Потом уж не помню, о чём говорили, – кажется, о пирожных. Я просил для себя эстраду и был горделиво рад, когда получил согласие на выступление в «Стойле» и гонорар в 25 рублей. Тогда я любил ещё читать и всё это воспринимал иначе. На своём выступлении я наскандалил, прочтя «Сапоги» с ругательными выпадами против Шершеневича.
В тот же вечер Есенин уплатил эти злополучные 25 рублей и ласково-ласково, не строго, сказал мне, что, к сожалению, меня больше не сможет выпустить на эстраду, так как я позволил себе слишком многое. И тогда же, кажется, дал записку (на обратном листке тетради со стихами), просьбу – пропустить меня на первое чтение «Пугачёва» на Арбате в Доме им. Грибоедова, в литературном особняке (там я впервые увидел Брюсова). Эта тетрадь с его запиской была через год украдена по дороге из Тифлиса в Баку – помню только, что текст записки приятный.
На другой день в литературном особняке читался «Пугачёв». Все были захвачены – Есенин читал с редким воодушевлением и мастерством, слегка задыхался, но звонко и буйно – так через два года после он не читал. Я сидел с поэтессой Сусанной Map и Николаем Прохоровым. Во время читки вошёл Брюсов с Адалис, потом Рукавишников, потом Маяковский с Лилей под руку и с пушистой лисой на плече (потом он кормил её пирожными, держа её за золочёную цепочку – у стола). Обычно появление таких имён, как Маяковский, Брюсов, в литературных собраниях вызывало лёгкий шум, шелест всего зала – теперь даже не обернулись. Есенин скакал на эстраде. Отчаянно жестикулируя, но это нисколько не было смешно, – было что-то звериное, единослитное с образами его поэмы, – в этом невысоком странном человеке на эстраде.
Он кончил. Потом разнеслась весть о смерти Блока (Брюсов только что получил телеграмму). Все были потрясены, но разговоры о «Пугачёве» не прекратились, их даже не заглушила смерть Блока.

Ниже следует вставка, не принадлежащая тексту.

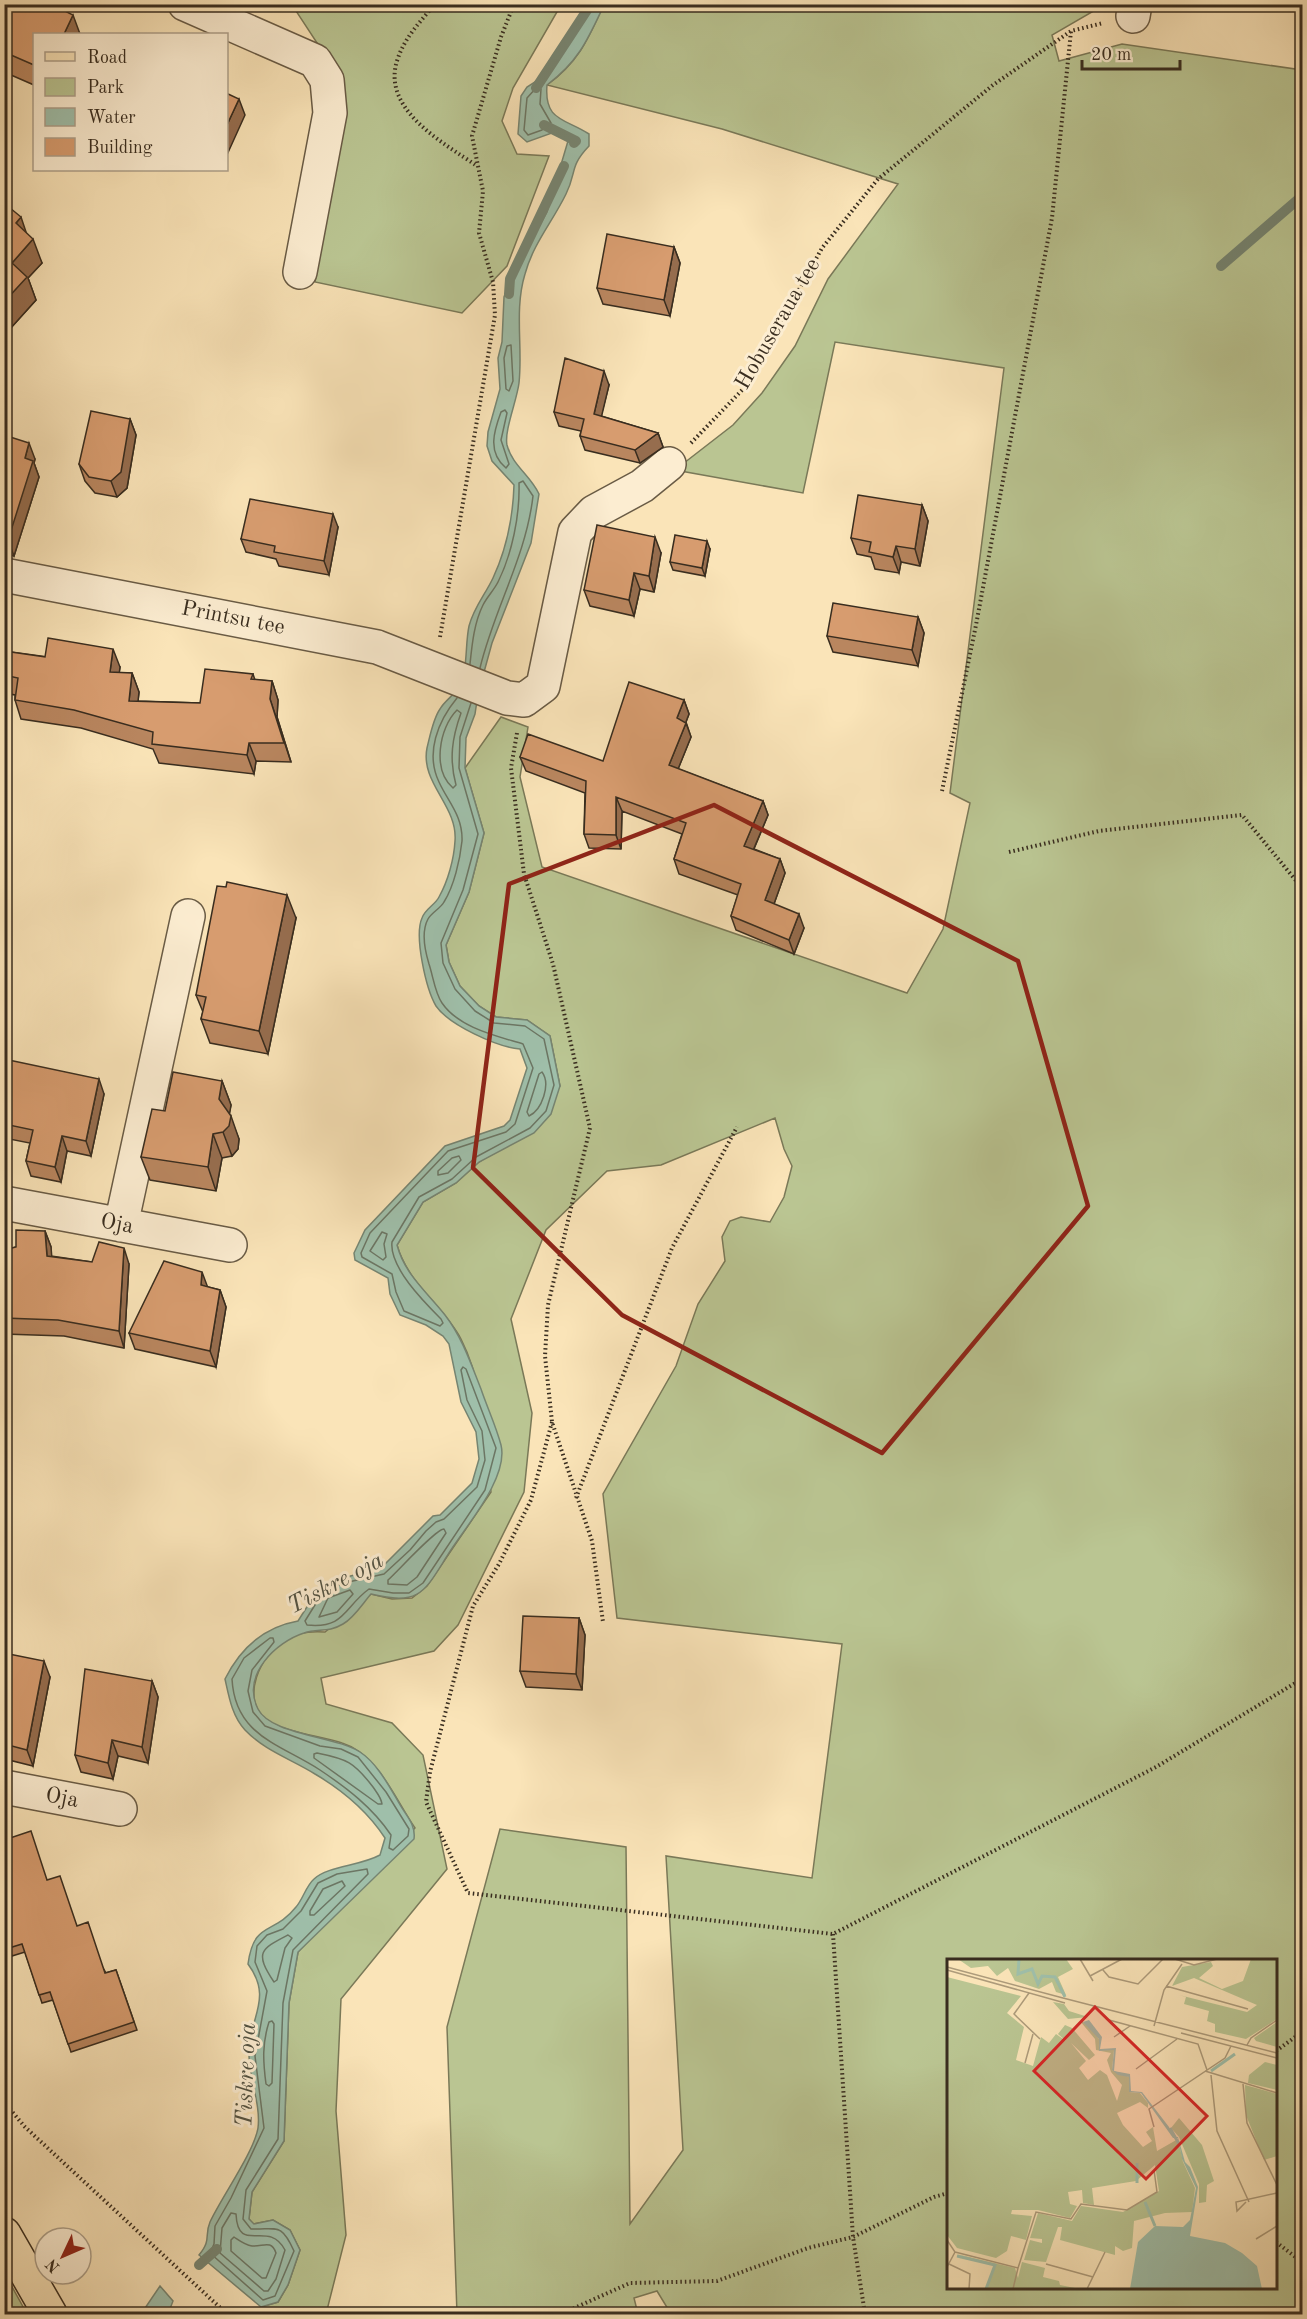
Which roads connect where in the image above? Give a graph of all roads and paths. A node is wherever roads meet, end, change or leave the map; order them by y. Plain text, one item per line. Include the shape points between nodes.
1 (185, 4) edge
2 (435, 4) edge
3 (514, 4) edge
4 (1134, 10) edge
5 (1071, 32) junction
6 (478, 166) junction
7 (300, 272) dead end
8 (669, 464) joint
9 (4, 575) edge
10 (458, 679) junction
11 (524, 700) junction
12 (942, 791) dead end
13 (1009, 852) dead end
14 (1302, 880) edge
15 (188, 916) dead end
16 (737, 1127) dead end
17 (4, 1203) edge
18 (122, 1225) junction
19 (230, 1245) dead end
20 (552, 1422) junction
21 (576, 1498) junction
22 (603, 1622) dead end
23 (1302, 1679) edge
24 (4, 1787) edge
25 (120, 1809) dead end
26 (833, 1934) junction
27 (1302, 2032) edge
28 (1277, 2050) edge
29 (4, 2102) edge
30 (947, 2193) edge
31 (4, 2234) edge
32 (853, 2237) junction
33 (1277, 2243) edge
34 (1302, 2262) edge
35 (50, 2314) edge
36 (227, 2314) edge
37 (561, 2314) edge
38 (865, 2314) edge

1 - 7 street via 315,61 327,80 330,113
2 - 6 path via 411,32 397,59 395,81 400,97 425,130
3 - 6 path via 472,136
4 - 5 path, Hobuseraua tee
5 - 8 path, Hobuseraua tee via 993,85 878,179 822,248 746,386
5 - 12 path via 1052,218
6 - 10 path via 483,191 479,232 493,282 495,315
8 - 11 street via 642,486 594,512 574,532 543,686
9 - 10 street, Printsu tee via 377,647
10 - 11 street via 507,698
11 - 20 path via 511,768 524,874 553,964 590,1128 548,1305 545,1356
13 - 14 path via 1099,831 1242,815 1298,883
15 - 18 street
16 - 21 path via 672,1248
17 - 18 street, Oja
18 - 19 street, Oja
20 - 21 path
20 - 26 path via 531,1500 473,1606 430,1772 426,1802 468,1893
21 - 22 path via 592,1541
23 - 26 path via 1156,1767
24 - 25 street, Oja
26 - 32 path
27 - 28 path
29 - 36 path via 25,2127
30 - 32 path
31 - 35 main road
32 - 37 path via 808,2248 717,2281 630,2283
32 - 38 path
33 - 34 path

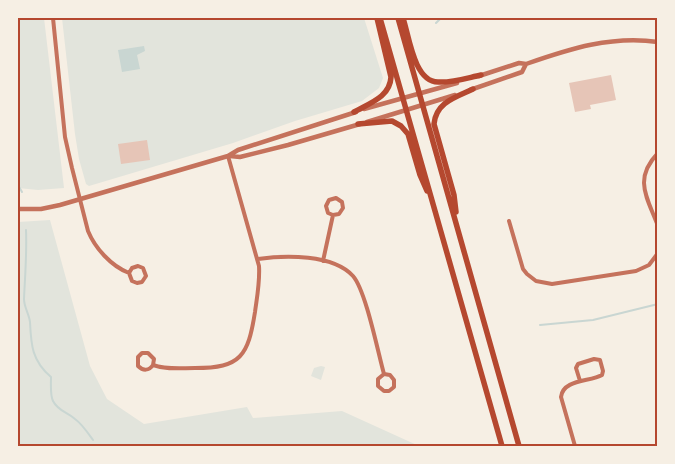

«Пугачёв» ещё не был напечатан, все были убеждены, что это лучшая вещь Есенина, большое литературное событие, – ещё не успели разобраться, понять, что драматическая поэма ему не далась – слишком уж были загипнотизированы его читкой. Потом читали Кусиков, Брюсов и другие, но все это было как-то беспомощно и вяло, а Брюсов был смешон и жалок, как состарившийся акробат, которому уже не служит его изумительная техника, который поблёк и потерял главное – силу и молодость.
Тут я окончательно разочаровался в Брюсове, перед которым преклонялся до этого года два.
Раз поздно ночью шёл я по одному из московских переулков с тем же Прохоровым, и сзади нас легко и бесшумно обогнала серая фигура в широком плаще – такой быстрой и призрачной я никогда не видал. «Это Есенин прошёл», – сказал Прохоров. Тут я в первый раз понял, что я его очень люблю.
Еще было несколько встреч в «Стойле» – всего не перескажешь. После мы не виделись до осени 1924 года. Мы едва, правда, не встретились с ним в 1923 году у Нины Грацианской, когда он приезжал на юг. И вот тут я поразился его редкой памяти на людей. Нина передавала мне потом, что он не забыл меня, спрашивал обо мне и весело рассказывал о моей выходке в «Стойле». Для меня было дорого тогда, что он меня помнит, а главное – «не сердится», впрочем, впоследствии мы никогда и о Москве и о московских встречах не вспоминали.
В 1924 году осенью мы встретились в солнечном Баку. Не помню, как я узнал, что Сергей приехал, – так или иначе утром, часов в 10, я пришёл в отель «Новая Европа», где попросил проводить меня в номер к Есенину.
Постучал. Он открыл сам (в комнате были ещё двое, тотчас же ушедшие). Он сразу узнал, и мы встретились как хорошие знакомые. Бывает, что разлука не отчуждает, а, наоборот, сближает. Так случилось и на этот раз. Мы не переписывались, не сообщались и тем не менее встретились гораздо более близкими, чем расстались в Москве.
В комнате воняло какой-то гадостью, которой хозяин гостиницы натирал паркетный пол, и Сергей тотчас же стал ругать номер, говоря, что сегодня же хочет куда-нибудь съехать на другое место.